If you are facing multiple changes of organization, strategies or tools, maybe you have a recurrent management issue: how could you deal with the people of your team who are “resisting”? The forms of resistance expression are multiple and varied, and management techniques to address this topic are highly documented. What if being solution-oriented was not the right question?

Let’s look at the notion around “refusing to change” with the concepts of homeostasis and resistance.

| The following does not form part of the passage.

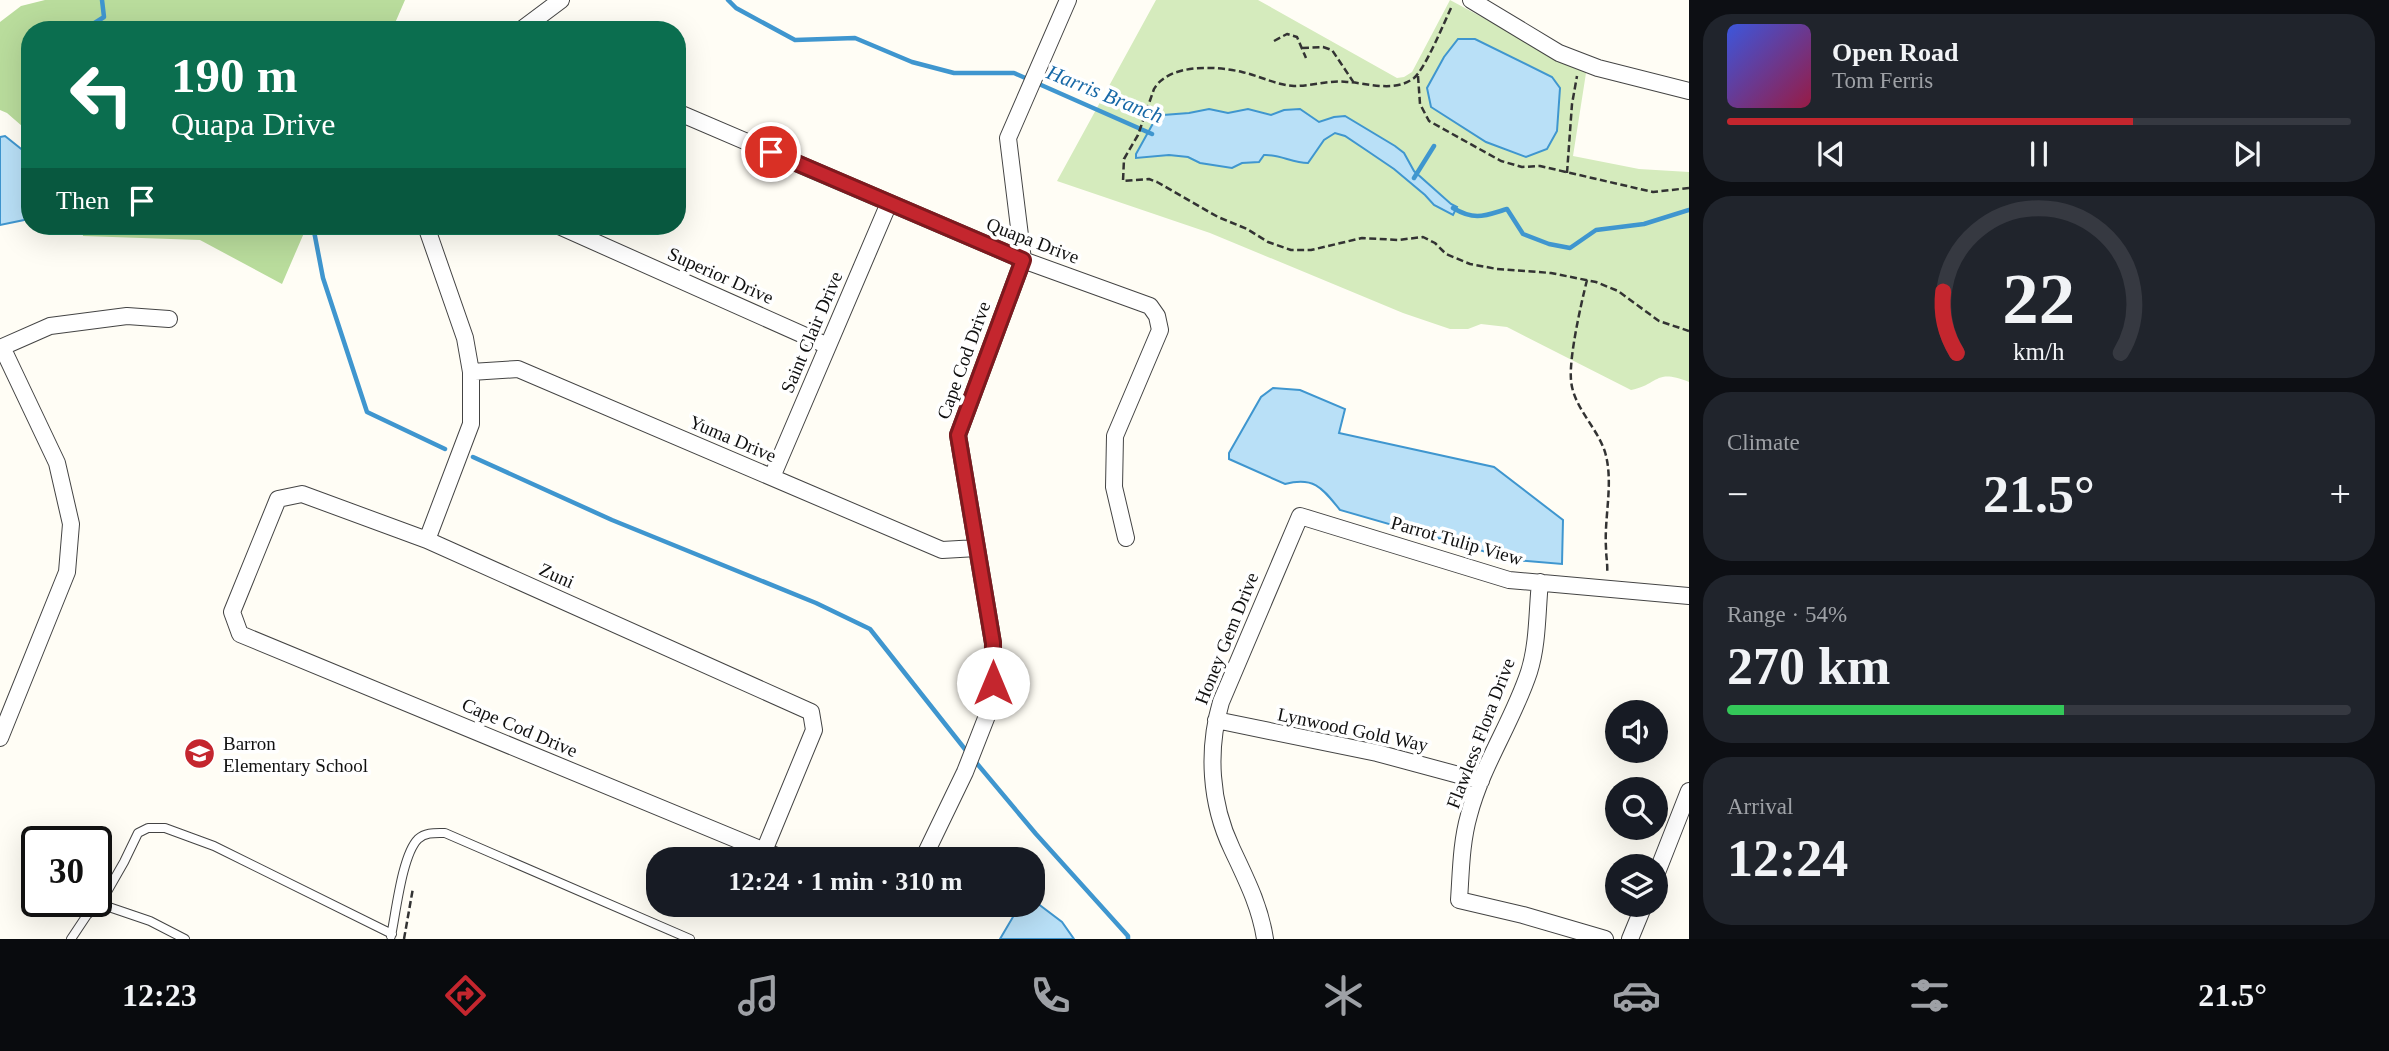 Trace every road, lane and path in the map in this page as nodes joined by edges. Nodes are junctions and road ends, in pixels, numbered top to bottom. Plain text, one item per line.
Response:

1. Let us just remind that we are human beings, as billions of cells organizing themselves

In biology, the homeostasis can be defined as the tendency towards a relatively stable equilibrium between interdependent elements, especially as maintained by physiological processes. So, the good news is, we are not resisting; we are simply going through internal imbalance for longer or shorter periods, and we finally overcome them. The symptoms of these significant imbalance are seen as « resisting signs”. Therefore, it’s interesting to reframe this perspective and consider them just as more or less comfortable symptoms. When Mr So&So says “I do not understand how I could join this new project” or when Mrs So&So underlines “I’ll see what I can do” when you know from start that nothing will be done, don’t’ waste your energy convincing them.

2. Listen to resistance in a different way

What is it about? How do you listen to your “resistant” employees? Which part of themselves is afraid, and of what? What is their discomfort level, and how is it reflected for them? You do not know how to evaluate their feeling of unease? Trust them to tell it to you. A simple question such as “What would you need to go through this difficult changing period we are experiencing, and how could you contribute to the solution?” might open perspectives and challenge the obvious visible solution to enable you to co-design it. On your end, the first answer to give is silence: accepting their world, their lack of comfort, as current reality. Welcoming them with authenticity and genuine empathy “I do feel that you are discouraged by …. and understand that these frequent changes are stressful” could engage in a useful and different exchange of views.

3. share your experience

Sometimes, our managerial scope leads us to appear, as change leader, with the image of someone never doubting and capable of saying without any mistake that we do embrace the change to lead. If an attitude showing faith in the future is one key to success, a manager-coach attitude with a collaborative approach in this situation is more challenging. Give up your motivational speeches….

Remember your own moments of discomfort within change and put them back into circulation!  Share your own true stories, even short, that do not always have a happy ending, but offered you learning opportunities “At that time, I realized that I’d learned…”.You will reconnect to the human and fallible person you are, and therefore open a relational space for your collaborator to express their own. You may also invite them to share “what worked well for you during other change moments”. If you are in a creative mood, dare using metaphors, from your own frame of reference, it’s also a good way to put into perspective situations felt as stressful.

During your next convention about leading change, may you read with another attention the slides about “Resisting teams” and take pleasure in being in the heart of continuous moving and uncertain contexts!